— INSTRUCTIONS FOR THE TASK —
Pull every line containing "from" out of the material below.

— INPUT FOR THIS TASK —
################
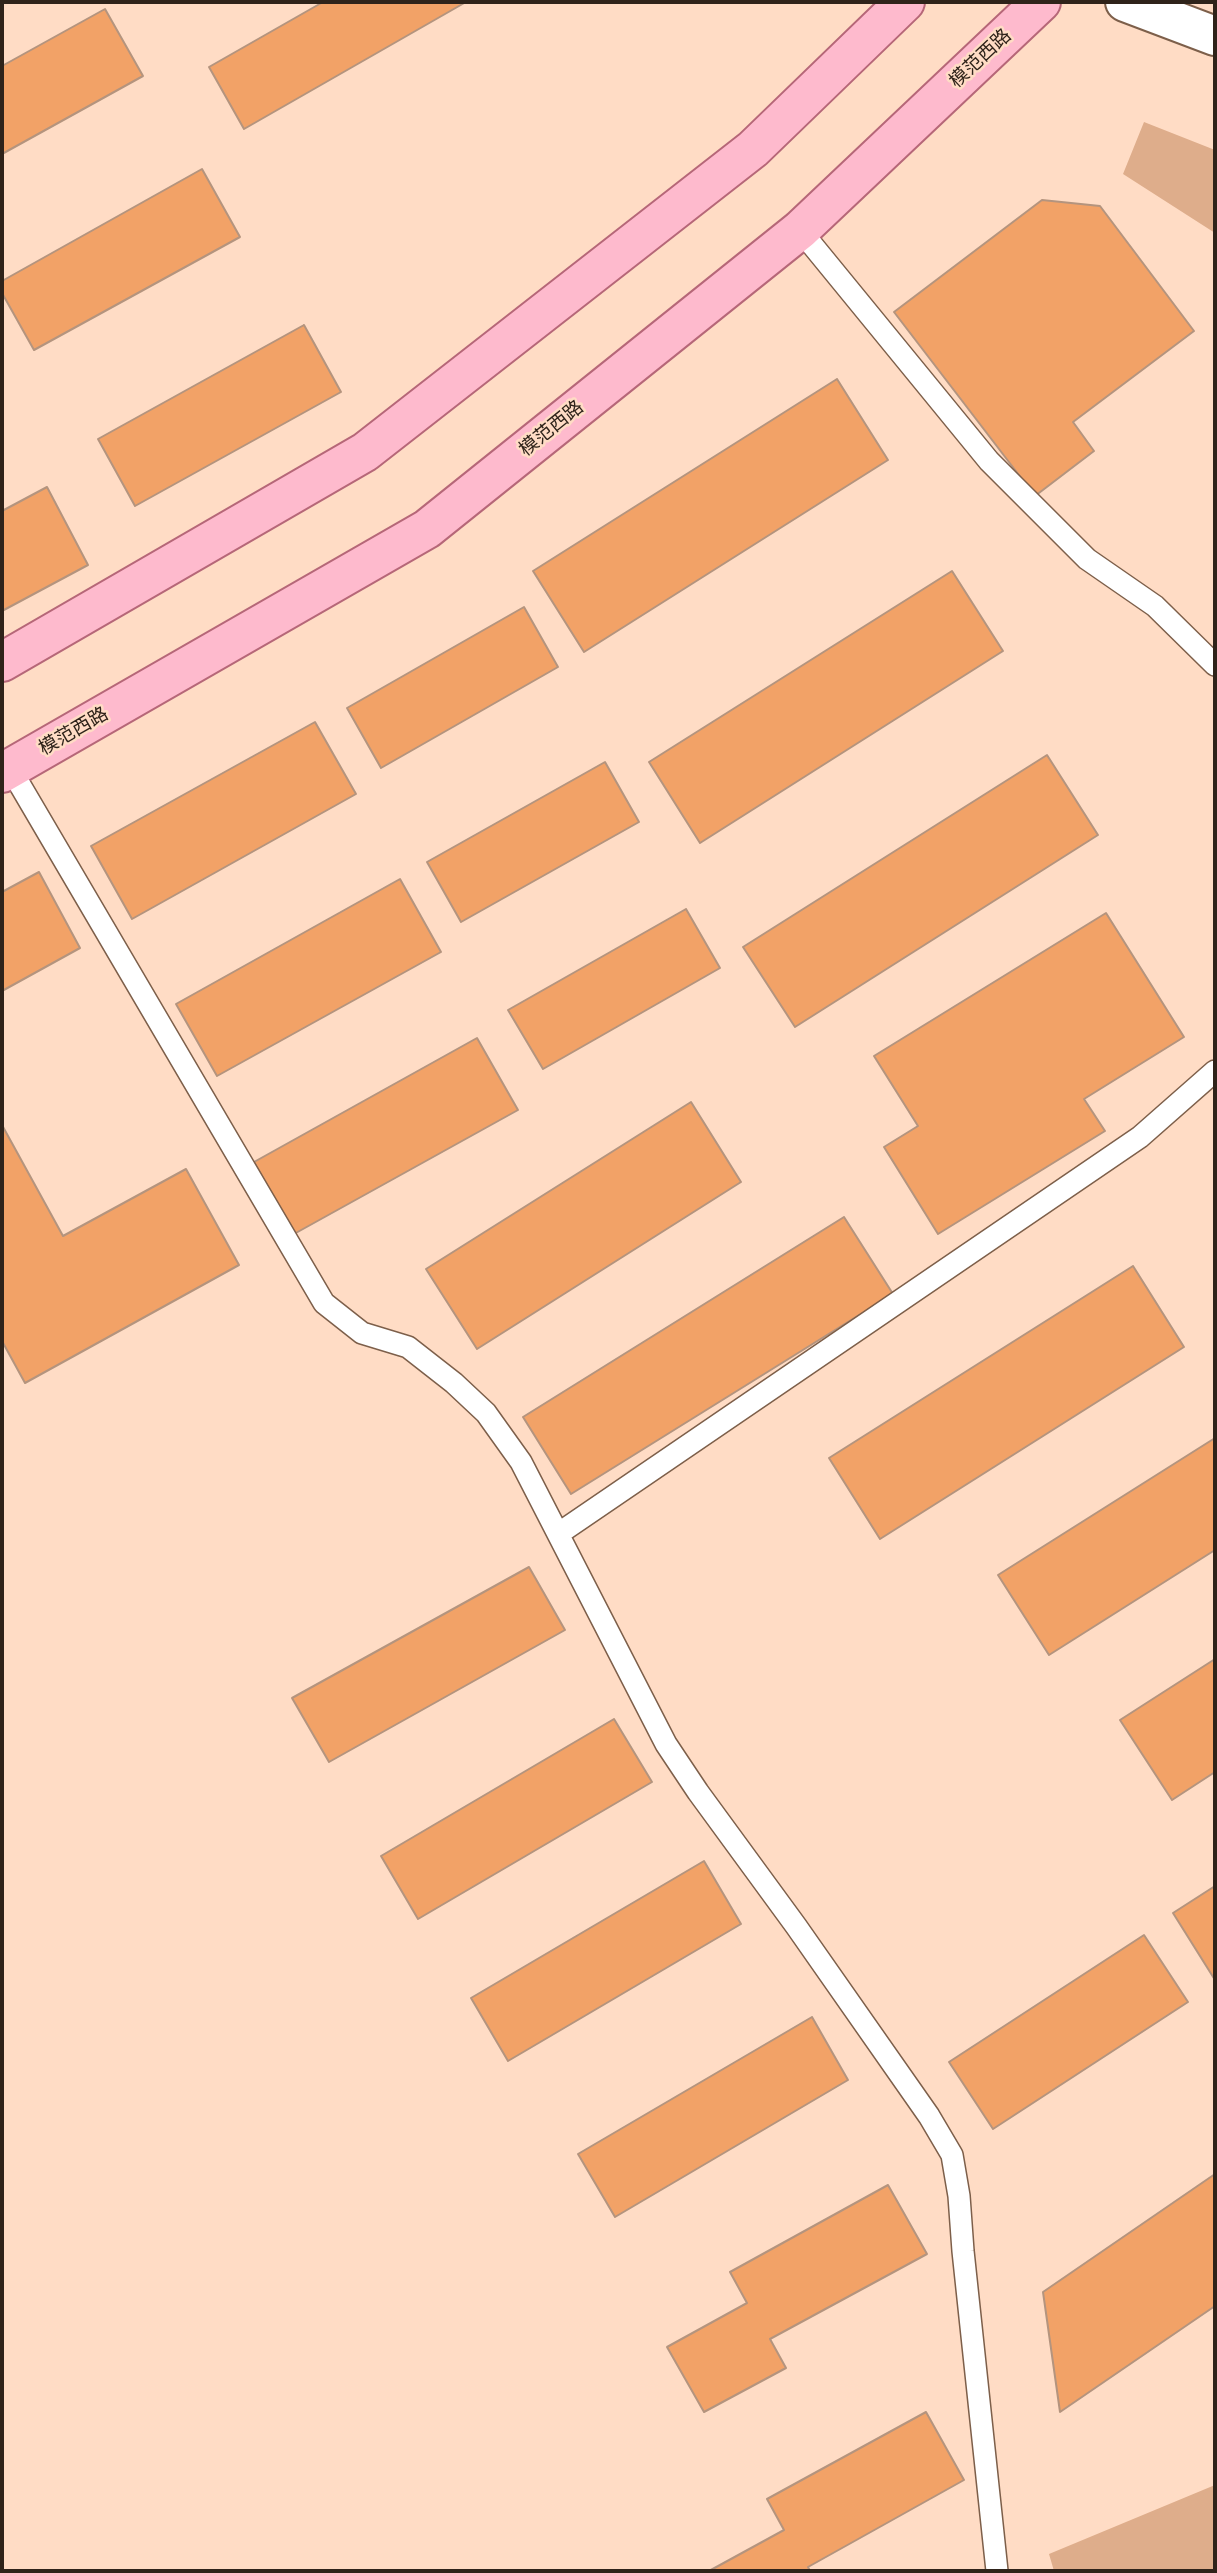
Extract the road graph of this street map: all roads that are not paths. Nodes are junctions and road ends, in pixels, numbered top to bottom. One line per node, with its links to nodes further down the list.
1 (905, 2): 6 (main road)
2 (1041, 2): 5 (main road, 模范西路)
3 (1125, 2): 4 (street)
4 (1215, 36)
5 (800, 230): 7 (lane); 8 (main road, 模范西路)
6 (2, 662)
7 (1215, 665)
8 (6, 771): 10 (lane)
9 (1215, 1071): 10 (lane)
10 (558, 1534): 11 (lane)
11 (997, 2571)

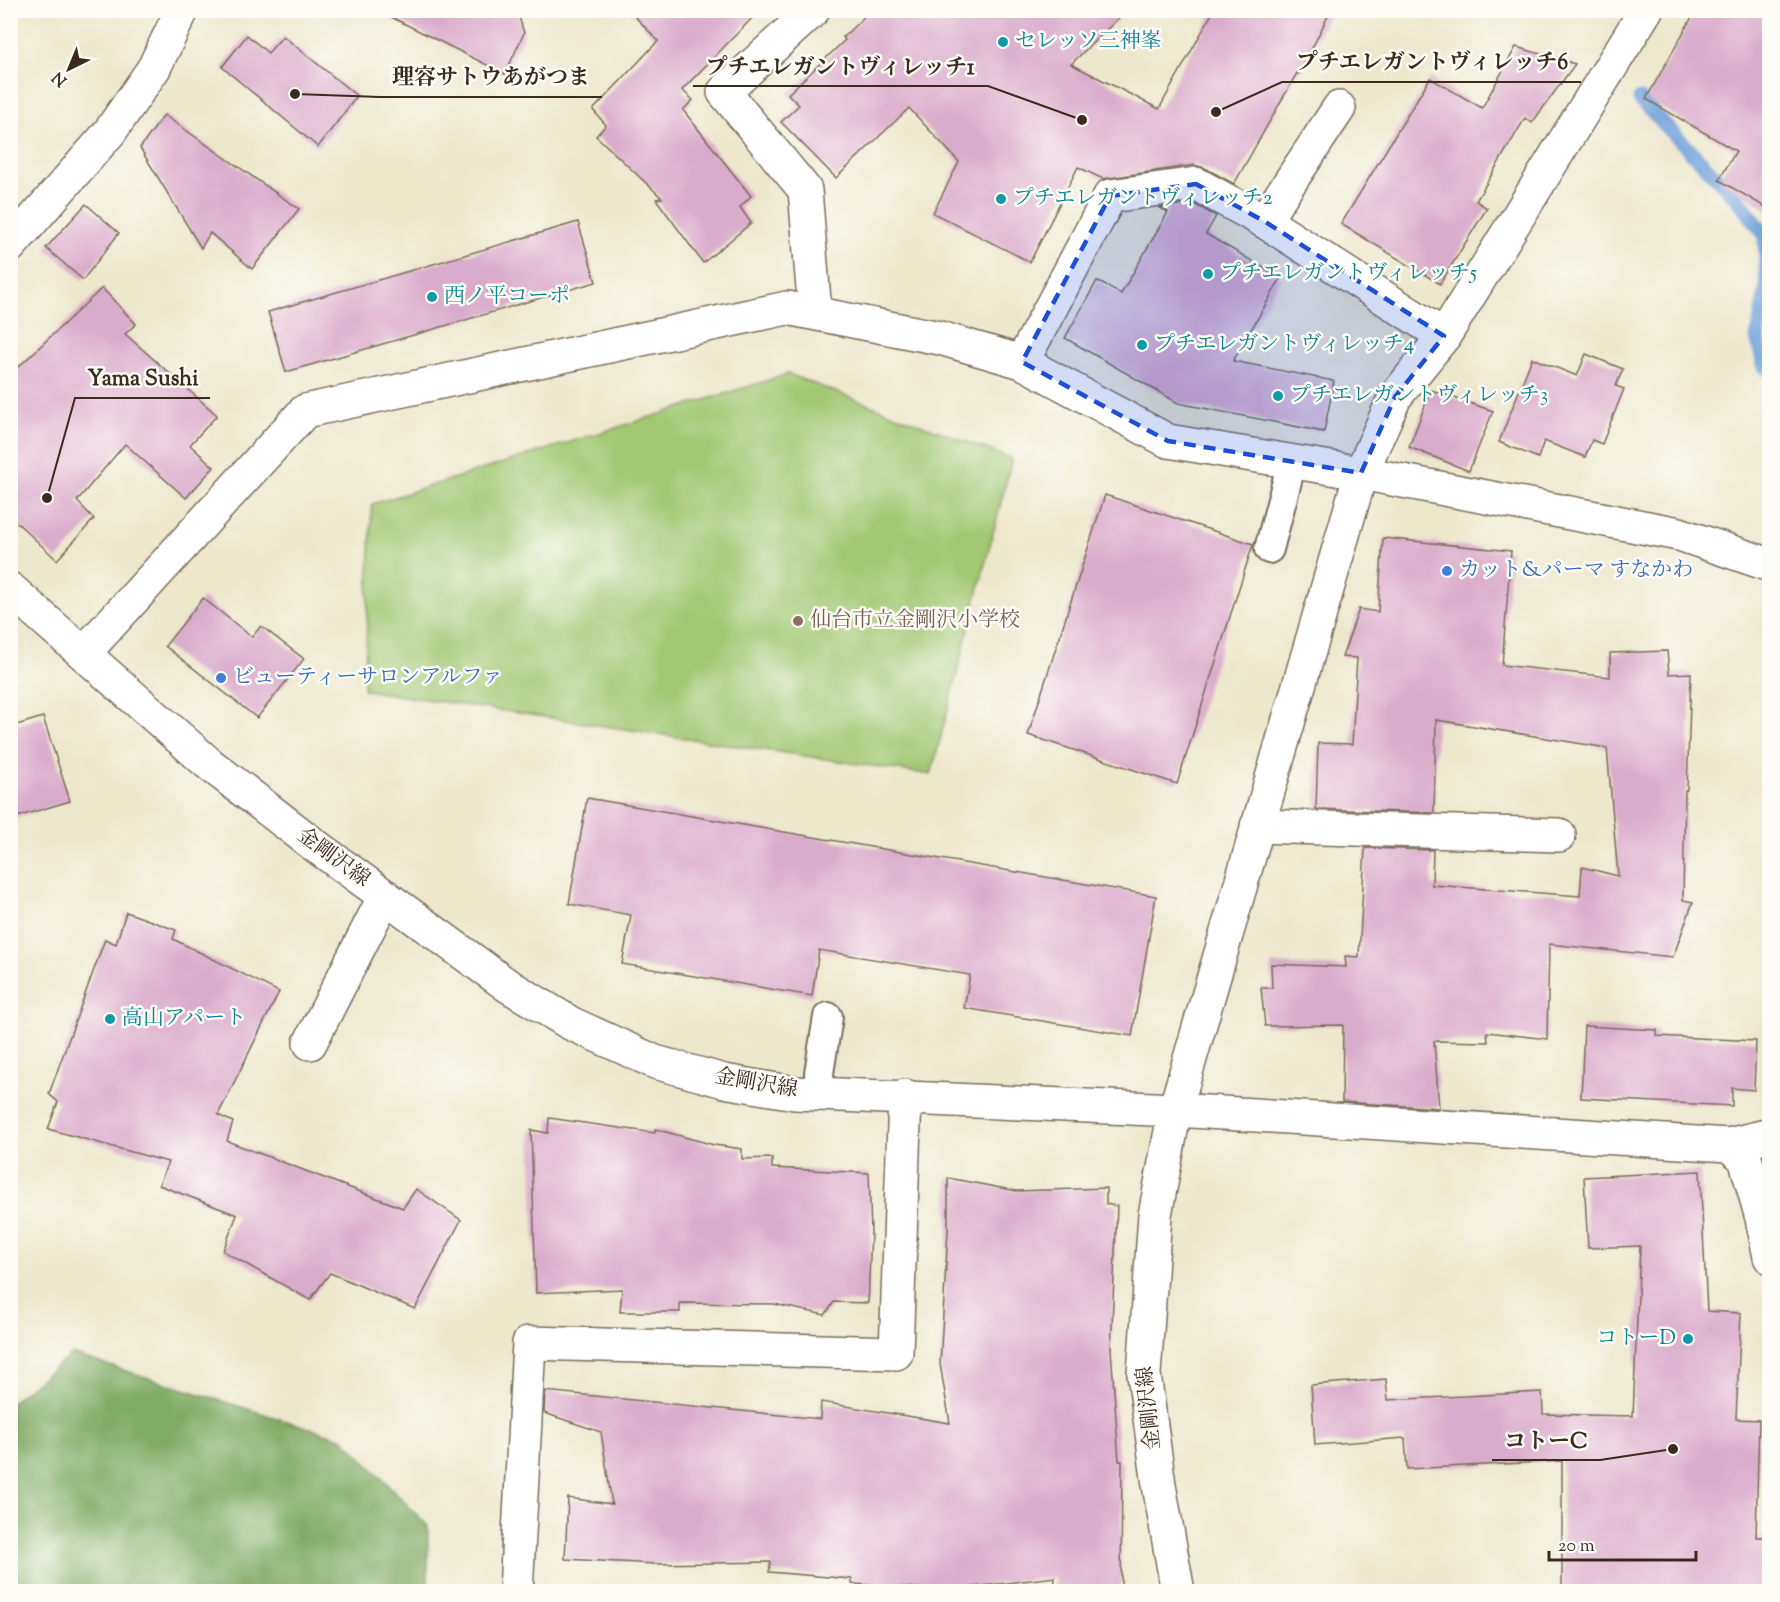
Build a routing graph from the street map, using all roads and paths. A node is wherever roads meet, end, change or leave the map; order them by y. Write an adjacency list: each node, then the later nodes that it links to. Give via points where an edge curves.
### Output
1 (182, 10): 6 (street, via 154,68 109,133)
2 (813, 10): 7 (street, via 724,92 805,190)
3 (1646, 10): 8 (street)
4 (1339, 108): 5 (street)
5 (1264, 221): 8 (street); 9 (street, via 1196,184 1110,196)
6 (10, 246)
7 (797, 315): 9 (street, via 940,338); 15 (street, via 305,411)
8 (1444, 336): 11 (street, via 1395,397)
9 (1022, 362): 10 (street, via 1168,441)
10 (1292, 462): 11 (street); 12 (lane)
11 (1361, 473): 13 (street, via 1679,534); 16 (street)
12 (1269, 549)
13 (1770, 565)
14 (10, 589): 15 (street, 金剛沢線)
15 (84, 653): 18 (street, 金剛沢線, via 208,762)
16 (1257, 826): 17 (street); 23 (street)
17 (1559, 835)
18 (385, 896): 20 (street); 21 (street, 金剛沢線, via 507,985 570,1023 655,1062 724,1081 795,1093)
19 (828, 1017): 21 (lane, via 819,1073)
20 (310, 1043)
21 (820, 1093): 22 (street, 金剛沢線)
22 (905, 1096): 23 (street, 金剛沢線); 27 (street, via 896,1353 529,1343)
23 (1174, 1110): 25 (street); 28 (street, 金剛沢線, via 1155,1215 1144,1374)
24 (1770, 1135): 25 (street)
25 (1728, 1145): 26 (street, via 1745,1158)
26 (1770, 1257)
27 (516, 1592)
28 (1178, 1592)

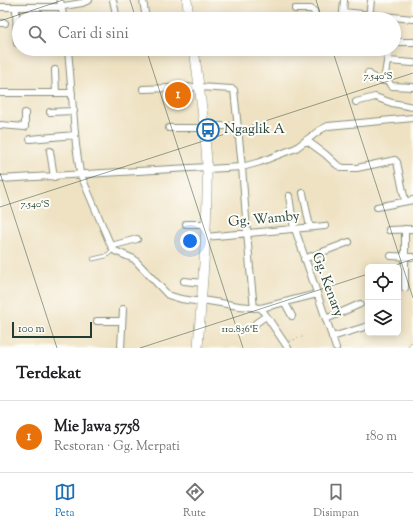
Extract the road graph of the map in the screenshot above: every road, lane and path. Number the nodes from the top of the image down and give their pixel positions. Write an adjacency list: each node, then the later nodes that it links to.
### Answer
################
— ANSWER SPACE —
Build a routing graph from the street map, using all roads and paths. A node is wherever roads meet, end, change or leave the map; order them by y. Write an adjacency list: each node, then the later nodes that it links to. Give via points where an edge curves.
Extract the road graph of the map in the screenshot above: every road, lane and path. Number the nodes from the top of the image down and give their pixel positions. Write an adjacency list: each node, then the later nodes that it links to.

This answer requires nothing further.